La vérité, c’est qu’il nous a déjà fait le coup, il y a un an. Sur l’étape qui menait à Morgins, sur le Tour de Romandie 2016, Chris Froome avait complètement craqué et concédé 17 minutes à Ilnur Zakarin. Alors ce week-end, vers Leysin, la défaillance était de moindre envergure. Mais elle pose quand même question.

Inhabituel donc intriguant

L’idée d’un Froome blasé, lassé de tout gagner et qui aurait presque volontairement laissé filer ses rivaux, hier, nous a traversé l’esprit. Mais nous l’avons vite évacué. Le Britannique n’a jamais été du genre à faire des cadeaux. Encore moins lorsqu’il s’agit de Tour de France, et c’est bien ce dont il était question cette semaine, en Romandie. Depuis quelques années, le programme de « Froomey » est clair. Les points de passage ne sont pas nombreux, mais ils sont cruciaux pour savoir où il en est : il y a la Catalogne, la Romandie et le Dauphiné. Or aujourd’hui, difficile, justement, d’affirmer que le garçon est dans ses temps de passage. L’étape reine de samedi a inquiété plus qu’autre chose. Une minute et quinze secondes de perdues sur son seul grand rival de la semaine, Richie Porte, ce n’est pas la meilleure façon de se rassurer.
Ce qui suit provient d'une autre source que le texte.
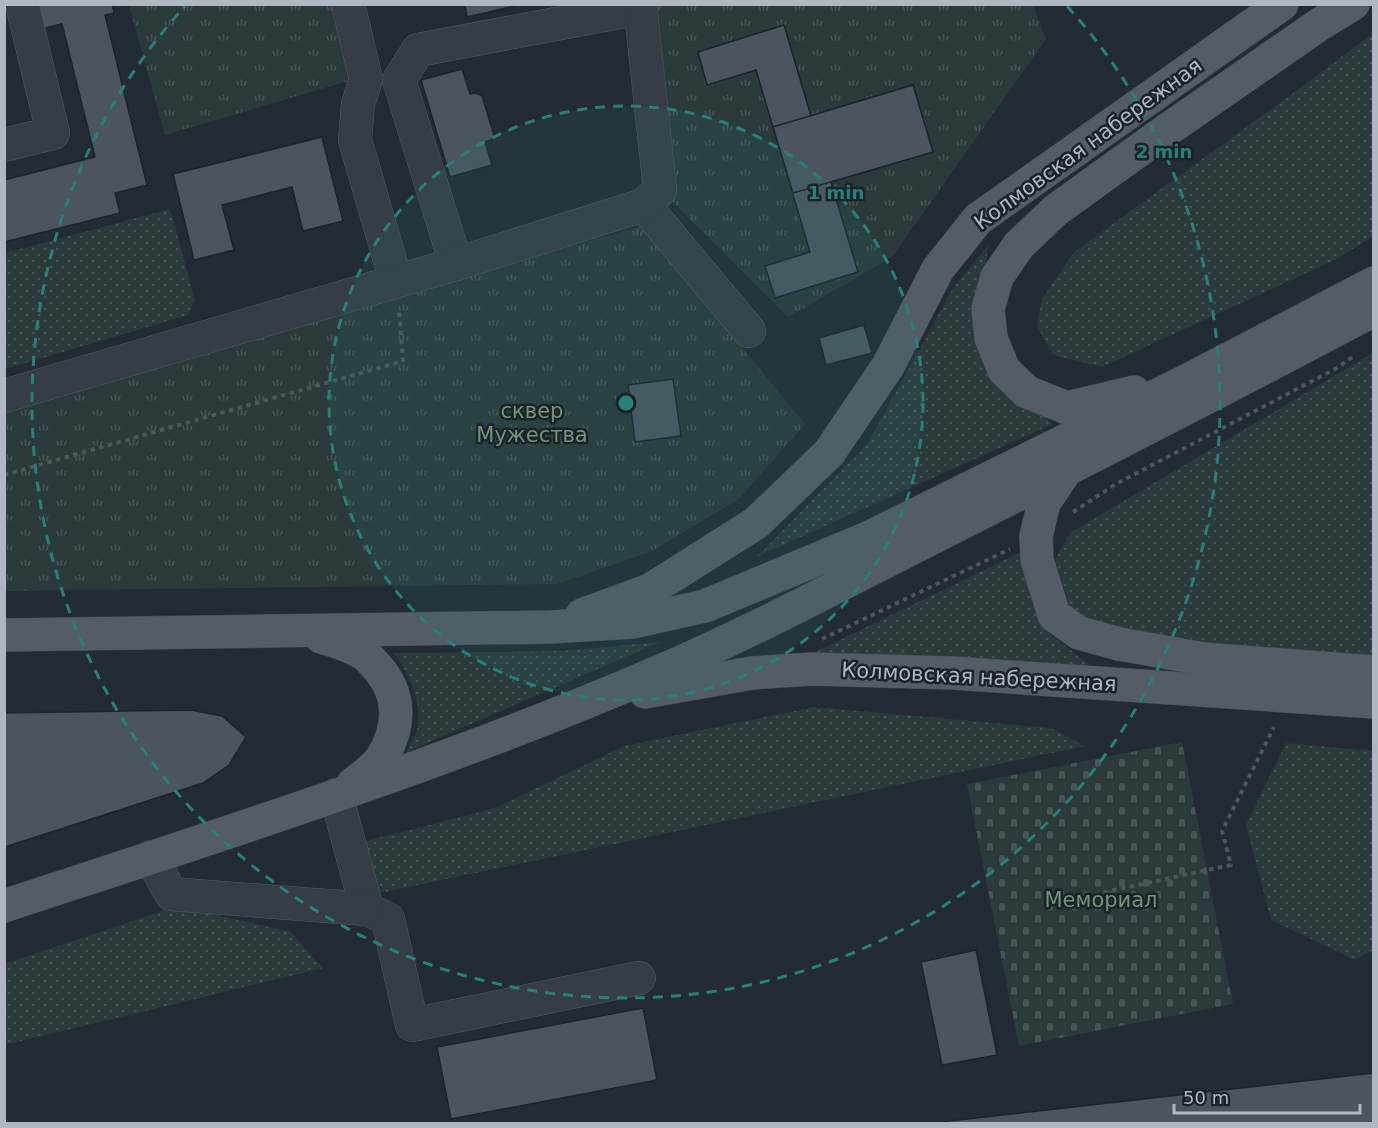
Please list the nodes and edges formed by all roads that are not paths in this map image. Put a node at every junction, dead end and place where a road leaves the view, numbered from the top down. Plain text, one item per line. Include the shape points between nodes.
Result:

Au départ de l’étape, pourtant, le triple vainqueur du Tour affichait ses ambitions : « La dernière ascension n’est pas très difficile. On essaiera de durcir la course plus tôt. L’objectif, c’est l’étape. » Pas très difficile (seulement 4 kilomètres, à 7,2% de moyenne), mais assez pour révéler ses failles du moment. Chris Froome a franchi la ligne tête basse, conscient qu’il n’avait pas répondu présent. Chez Sky, rapidement, on a dû se poser des questions. « On a attaqué au pied, il était mal placé, il s’est pris toutes les cassures, les trous : dès lors, c’était mission impossible pour lui, analyse Yvon Ledanois, directeur sportif de BMC et donc de Richie Porte, pour L’Equipe. C’est vrai qu’on a vu autrefois du grand Froome à cette époque et que ce n’est pas le même aujourd’hui. » En 2013 et 2014, le Britannique avait remporté l’épreuve. En 2015, légèrement en retrait, il avait accompagné Zakarin et Spilak sur le podium.

Le doute jusqu’au Dauphiné

La défaillance n’est donc pas une habitude pour lui. L’épisode de l’an dernier à Morgins devait être un accident. Il l’avait d’ailleurs rapidement balayé en terminant quatrième du contre-la-montre de Sion puis en s’imposant au sommet de Villars-sur-Ollon les deux jours suivants. Cette fois, il n’y a qu’une anecdotique neuvième place sur le chrono de Lausanne à se mettre sous la dent. Pas suffisant pour estomper les doutes qui sont nés dans la montée de Leysin. Après le Tour de Catalogne, qu’il a perdu en se laissant piéger par Alberto Contador et Alejandro Valverde, le leader de la Sky doit réagir. Il avait assuré en Espagne que c’était une erreur tactique, mais qu’il n’y avait aucun souci à se faire quant à sa forme. Aujourd’hui, on attend encore qu’il nous le démontre. Ce ne sera pas pour tout de suite, car le garçon va repartir loin des courses au mois de mai. Avant le Tour de France, il ne lui reste donc plus qu’un rendez-vous : le Dauphiné. Pour prouver qu’il est encore le patron.